-- Material provided follows --

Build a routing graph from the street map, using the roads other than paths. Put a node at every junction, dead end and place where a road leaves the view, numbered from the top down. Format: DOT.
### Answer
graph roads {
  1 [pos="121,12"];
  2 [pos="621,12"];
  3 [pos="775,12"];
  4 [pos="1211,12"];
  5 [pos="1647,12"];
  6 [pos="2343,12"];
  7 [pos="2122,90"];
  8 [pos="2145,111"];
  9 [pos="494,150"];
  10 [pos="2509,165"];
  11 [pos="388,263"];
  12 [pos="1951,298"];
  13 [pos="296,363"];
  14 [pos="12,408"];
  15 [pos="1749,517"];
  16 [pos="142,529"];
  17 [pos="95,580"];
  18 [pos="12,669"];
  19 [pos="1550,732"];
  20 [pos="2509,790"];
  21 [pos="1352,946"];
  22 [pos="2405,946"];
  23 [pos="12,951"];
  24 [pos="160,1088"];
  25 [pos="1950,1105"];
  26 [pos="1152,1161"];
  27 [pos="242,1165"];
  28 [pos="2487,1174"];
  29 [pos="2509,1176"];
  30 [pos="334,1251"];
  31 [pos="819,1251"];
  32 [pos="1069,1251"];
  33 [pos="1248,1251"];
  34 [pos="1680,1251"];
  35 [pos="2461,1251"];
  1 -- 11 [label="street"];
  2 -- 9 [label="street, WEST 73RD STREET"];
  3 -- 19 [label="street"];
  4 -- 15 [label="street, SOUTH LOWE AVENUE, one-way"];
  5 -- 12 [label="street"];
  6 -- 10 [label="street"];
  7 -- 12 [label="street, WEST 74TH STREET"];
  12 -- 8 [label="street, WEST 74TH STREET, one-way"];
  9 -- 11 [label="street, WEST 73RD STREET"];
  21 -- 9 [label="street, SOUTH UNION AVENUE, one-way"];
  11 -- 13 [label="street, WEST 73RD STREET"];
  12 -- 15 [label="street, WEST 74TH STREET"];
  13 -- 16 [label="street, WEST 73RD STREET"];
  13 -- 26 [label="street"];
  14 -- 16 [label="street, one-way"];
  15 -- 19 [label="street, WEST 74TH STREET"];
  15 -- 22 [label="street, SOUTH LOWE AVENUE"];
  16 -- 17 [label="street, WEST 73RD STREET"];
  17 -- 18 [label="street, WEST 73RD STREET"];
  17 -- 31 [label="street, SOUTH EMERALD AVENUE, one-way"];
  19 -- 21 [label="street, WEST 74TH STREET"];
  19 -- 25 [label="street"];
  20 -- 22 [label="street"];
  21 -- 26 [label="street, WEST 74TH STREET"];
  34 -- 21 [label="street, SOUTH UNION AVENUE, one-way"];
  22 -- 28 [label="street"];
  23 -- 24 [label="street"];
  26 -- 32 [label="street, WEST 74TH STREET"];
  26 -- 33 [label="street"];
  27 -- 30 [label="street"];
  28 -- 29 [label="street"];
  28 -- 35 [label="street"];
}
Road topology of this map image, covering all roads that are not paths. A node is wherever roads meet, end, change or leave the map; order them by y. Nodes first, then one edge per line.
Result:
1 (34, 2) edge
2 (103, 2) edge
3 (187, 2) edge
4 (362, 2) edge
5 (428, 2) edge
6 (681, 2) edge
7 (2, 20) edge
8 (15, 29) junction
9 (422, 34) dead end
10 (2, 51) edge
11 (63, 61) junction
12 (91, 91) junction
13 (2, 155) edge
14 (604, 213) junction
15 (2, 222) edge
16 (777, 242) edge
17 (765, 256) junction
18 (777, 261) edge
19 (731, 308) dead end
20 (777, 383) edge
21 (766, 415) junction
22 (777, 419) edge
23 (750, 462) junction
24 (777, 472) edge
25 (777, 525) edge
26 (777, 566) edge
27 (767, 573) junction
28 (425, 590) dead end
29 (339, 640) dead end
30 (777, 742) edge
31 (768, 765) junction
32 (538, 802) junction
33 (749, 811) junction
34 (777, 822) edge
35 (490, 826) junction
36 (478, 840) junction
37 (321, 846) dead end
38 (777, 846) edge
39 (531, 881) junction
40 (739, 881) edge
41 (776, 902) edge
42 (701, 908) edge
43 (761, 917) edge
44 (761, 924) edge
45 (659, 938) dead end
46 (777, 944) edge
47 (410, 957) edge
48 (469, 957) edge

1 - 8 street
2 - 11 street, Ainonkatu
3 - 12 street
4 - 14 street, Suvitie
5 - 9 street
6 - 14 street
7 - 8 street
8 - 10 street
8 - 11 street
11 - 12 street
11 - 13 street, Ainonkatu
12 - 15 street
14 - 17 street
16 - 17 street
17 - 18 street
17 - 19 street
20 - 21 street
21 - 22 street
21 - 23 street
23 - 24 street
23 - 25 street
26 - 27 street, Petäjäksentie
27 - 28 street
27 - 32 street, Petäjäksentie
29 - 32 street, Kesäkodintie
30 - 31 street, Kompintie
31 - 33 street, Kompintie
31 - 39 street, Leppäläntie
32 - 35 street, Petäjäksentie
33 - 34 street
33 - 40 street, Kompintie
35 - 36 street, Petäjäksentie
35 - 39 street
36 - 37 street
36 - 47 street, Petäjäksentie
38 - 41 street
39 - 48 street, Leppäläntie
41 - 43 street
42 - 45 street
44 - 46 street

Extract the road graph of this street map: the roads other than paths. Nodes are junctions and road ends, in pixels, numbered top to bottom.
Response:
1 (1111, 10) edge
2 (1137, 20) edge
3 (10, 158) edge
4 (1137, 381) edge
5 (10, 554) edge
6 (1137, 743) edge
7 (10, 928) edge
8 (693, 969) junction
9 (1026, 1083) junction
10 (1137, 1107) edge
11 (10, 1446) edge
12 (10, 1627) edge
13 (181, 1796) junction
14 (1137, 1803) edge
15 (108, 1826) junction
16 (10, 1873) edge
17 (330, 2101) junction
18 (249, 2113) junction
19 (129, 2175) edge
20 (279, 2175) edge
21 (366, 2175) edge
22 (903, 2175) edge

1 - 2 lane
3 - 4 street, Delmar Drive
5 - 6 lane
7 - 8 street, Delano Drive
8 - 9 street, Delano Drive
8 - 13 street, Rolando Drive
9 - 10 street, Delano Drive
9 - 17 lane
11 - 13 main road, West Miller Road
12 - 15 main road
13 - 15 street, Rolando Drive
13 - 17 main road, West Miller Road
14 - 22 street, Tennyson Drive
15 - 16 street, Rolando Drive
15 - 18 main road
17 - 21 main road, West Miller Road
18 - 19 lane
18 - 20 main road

-- Material provided concluded --

__What you are asked to do__
Print every record above. Keep each one exactly as it is.

__Solution to the problem__
Build a routing graph from the street map, using the roads other than paths. Put a node at every junction, dead end and place where a road leaves the view, numbered from the top down. Format: DOT.
### Answer
graph roads {
  1 [pos="121,12"];
  2 [pos="621,12"];
  3 [pos="775,12"];
  4 [pos="1211,12"];
  5 [pos="1647,12"];
  6 [pos="2343,12"];
  7 [pos="2122,90"];
  8 [pos="2145,111"];
  9 [pos="494,150"];
  10 [pos="2509,165"];
  11 [pos="388,263"];
  12 [pos="1951,298"];
  13 [pos="296,363"];
  14 [pos="12,408"];
  15 [pos="1749,517"];
  16 [pos="142,529"];
  17 [pos="95,580"];
  18 [pos="12,669"];
  19 [pos="1550,732"];
  20 [pos="2509,790"];
  21 [pos="1352,946"];
  22 [pos="2405,946"];
  23 [pos="12,951"];
  24 [pos="160,1088"];
  25 [pos="1950,1105"];
  26 [pos="1152,1161"];
  27 [pos="242,1165"];
  28 [pos="2487,1174"];
  29 [pos="2509,1176"];
  30 [pos="334,1251"];
  31 [pos="819,1251"];
  32 [pos="1069,1251"];
  33 [pos="1248,1251"];
  34 [pos="1680,1251"];
  35 [pos="2461,1251"];
  1 -- 11 [label="street"];
  2 -- 9 [label="street, WEST 73RD STREET"];
  3 -- 19 [label="street"];
  4 -- 15 [label="street, SOUTH LOWE AVENUE, one-way"];
  5 -- 12 [label="street"];
  6 -- 10 [label="street"];
  7 -- 12 [label="street, WEST 74TH STREET"];
  12 -- 8 [label="street, WEST 74TH STREET, one-way"];
  9 -- 11 [label="street, WEST 73RD STREET"];
  21 -- 9 [label="street, SOUTH UNION AVENUE, one-way"];
  11 -- 13 [label="street, WEST 73RD STREET"];
  12 -- 15 [label="street, WEST 74TH STREET"];
  13 -- 16 [label="street, WEST 73RD STREET"];
  13 -- 26 [label="street"];
  14 -- 16 [label="street, one-way"];
  15 -- 19 [label="street, WEST 74TH STREET"];
  15 -- 22 [label="street, SOUTH LOWE AVENUE"];
  16 -- 17 [label="street, WEST 73RD STREET"];
  17 -- 18 [label="street, WEST 73RD STREET"];
  17 -- 31 [label="street, SOUTH EMERALD AVENUE, one-way"];
  19 -- 21 [label="street, WEST 74TH STREET"];
  19 -- 25 [label="street"];
  20 -- 22 [label="street"];
  21 -- 26 [label="street, WEST 74TH STREET"];
  34 -- 21 [label="street, SOUTH UNION AVENUE, one-way"];
  22 -- 28 [label="street"];
  23 -- 24 [label="street"];
  26 -- 32 [label="street, WEST 74TH STREET"];
  26 -- 33 [label="street"];
  27 -- 30 [label="street"];
  28 -- 29 [label="street"];
  28 -- 35 [label="street"];
}
Road topology of this map image, covering all roads that are not paths. A node is wherever roads meet, end, change or leave the map; order them by y. Nodes first, then one edge per line.
Result:
1 (34, 2) edge
2 (103, 2) edge
3 (187, 2) edge
4 (362, 2) edge
5 (428, 2) edge
6 (681, 2) edge
7 (2, 20) edge
8 (15, 29) junction
9 (422, 34) dead end
10 (2, 51) edge
11 (63, 61) junction
12 (91, 91) junction
13 (2, 155) edge
14 (604, 213) junction
15 (2, 222) edge
16 (777, 242) edge
17 (765, 256) junction
18 (777, 261) edge
19 (731, 308) dead end
20 (777, 383) edge
21 (766, 415) junction
22 (777, 419) edge
23 (750, 462) junction
24 (777, 472) edge
25 (777, 525) edge
26 (777, 566) edge
27 (767, 573) junction
28 (425, 590) dead end
29 (339, 640) dead end
30 (777, 742) edge
31 (768, 765) junction
32 (538, 802) junction
33 (749, 811) junction
34 (777, 822) edge
35 (490, 826) junction
36 (478, 840) junction
37 (321, 846) dead end
38 (777, 846) edge
39 (531, 881) junction
40 (739, 881) edge
41 (776, 902) edge
42 (701, 908) edge
43 (761, 917) edge
44 (761, 924) edge
45 (659, 938) dead end
46 (777, 944) edge
47 (410, 957) edge
48 (469, 957) edge

1 - 8 street
2 - 11 street, Ainonkatu
3 - 12 street
4 - 14 street, Suvitie
5 - 9 street
6 - 14 street
7 - 8 street
8 - 10 street
8 - 11 street
11 - 12 street
11 - 13 street, Ainonkatu
12 - 15 street
14 - 17 street
16 - 17 street
17 - 18 street
17 - 19 street
20 - 21 street
21 - 22 street
21 - 23 street
23 - 24 street
23 - 25 street
26 - 27 street, Petäjäksentie
27 - 28 street
27 - 32 street, Petäjäksentie
29 - 32 street, Kesäkodintie
30 - 31 street, Kompintie
31 - 33 street, Kompintie
31 - 39 street, Leppäläntie
32 - 35 street, Petäjäksentie
33 - 34 street
33 - 40 street, Kompintie
35 - 36 street, Petäjäksentie
35 - 39 street
36 - 37 street
36 - 47 street, Petäjäksentie
38 - 41 street
39 - 48 street, Leppäläntie
41 - 43 street
42 - 45 street
44 - 46 street

Extract the road graph of this street map: the roads other than paths. Nodes are junctions and road ends, in pixels, numbered top to bottom.
Response:
1 (1111, 10) edge
2 (1137, 20) edge
3 (10, 158) edge
4 (1137, 381) edge
5 (10, 554) edge
6 (1137, 743) edge
7 (10, 928) edge
8 (693, 969) junction
9 (1026, 1083) junction
10 (1137, 1107) edge
11 (10, 1446) edge
12 (10, 1627) edge
13 (181, 1796) junction
14 (1137, 1803) edge
15 (108, 1826) junction
16 (10, 1873) edge
17 (330, 2101) junction
18 (249, 2113) junction
19 (129, 2175) edge
20 (279, 2175) edge
21 (366, 2175) edge
22 (903, 2175) edge

1 - 2 lane
3 - 4 street, Delmar Drive
5 - 6 lane
7 - 8 street, Delano Drive
8 - 9 street, Delano Drive
8 - 13 street, Rolando Drive
9 - 10 street, Delano Drive
9 - 17 lane
11 - 13 main road, West Miller Road
12 - 15 main road
13 - 15 street, Rolando Drive
13 - 17 main road, West Miller Road
14 - 22 street, Tennyson Drive
15 - 16 street, Rolando Drive
15 - 18 main road
17 - 21 main road, West Miller Road
18 - 19 lane
18 - 20 main road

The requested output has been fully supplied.